* [Task instructions]: Write out each record a second time, exactly.

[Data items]
++++++++++

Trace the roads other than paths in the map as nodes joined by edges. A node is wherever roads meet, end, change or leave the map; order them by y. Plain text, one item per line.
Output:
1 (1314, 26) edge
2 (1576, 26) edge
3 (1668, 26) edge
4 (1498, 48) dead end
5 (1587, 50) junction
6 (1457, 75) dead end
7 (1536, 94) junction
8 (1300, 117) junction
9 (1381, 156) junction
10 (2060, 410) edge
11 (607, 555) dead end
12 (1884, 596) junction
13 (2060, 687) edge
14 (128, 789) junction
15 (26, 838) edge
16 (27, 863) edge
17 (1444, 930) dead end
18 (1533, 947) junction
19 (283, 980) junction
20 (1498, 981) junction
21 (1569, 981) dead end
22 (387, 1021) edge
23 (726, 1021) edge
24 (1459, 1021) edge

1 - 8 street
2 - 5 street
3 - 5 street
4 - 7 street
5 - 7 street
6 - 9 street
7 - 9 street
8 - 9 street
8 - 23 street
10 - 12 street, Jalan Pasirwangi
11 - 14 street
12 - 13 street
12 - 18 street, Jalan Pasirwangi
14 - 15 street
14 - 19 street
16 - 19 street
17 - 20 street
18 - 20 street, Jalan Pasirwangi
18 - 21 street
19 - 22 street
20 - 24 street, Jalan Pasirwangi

++++++++++

* [Response to this exercise]:
Trace the roads other than paths in the map as nodes joined by edges. A node is wherever roads meet, end, change or leave the map; order them by y. Plain text, one item per line.
Output:
1 (1314, 26) edge
2 (1576, 26) edge
3 (1668, 26) edge
4 (1498, 48) dead end
5 (1587, 50) junction
6 (1457, 75) dead end
7 (1536, 94) junction
8 (1300, 117) junction
9 (1381, 156) junction
10 (2060, 410) edge
11 (607, 555) dead end
12 (1884, 596) junction
13 (2060, 687) edge
14 (128, 789) junction
15 (26, 838) edge
16 (27, 863) edge
17 (1444, 930) dead end
18 (1533, 947) junction
19 (283, 980) junction
20 (1498, 981) junction
21 (1569, 981) dead end
22 (387, 1021) edge
23 (726, 1021) edge
24 (1459, 1021) edge

1 - 8 street
2 - 5 street
3 - 5 street
4 - 7 street
5 - 7 street
6 - 9 street
7 - 9 street
8 - 9 street
8 - 23 street
10 - 12 street, Jalan Pasirwangi
11 - 14 street
12 - 13 street
12 - 18 street, Jalan Pasirwangi
14 - 15 street
14 - 19 street
16 - 19 street
17 - 20 street
18 - 20 street, Jalan Pasirwangi
18 - 21 street
19 - 22 street
20 - 24 street, Jalan Pasirwangi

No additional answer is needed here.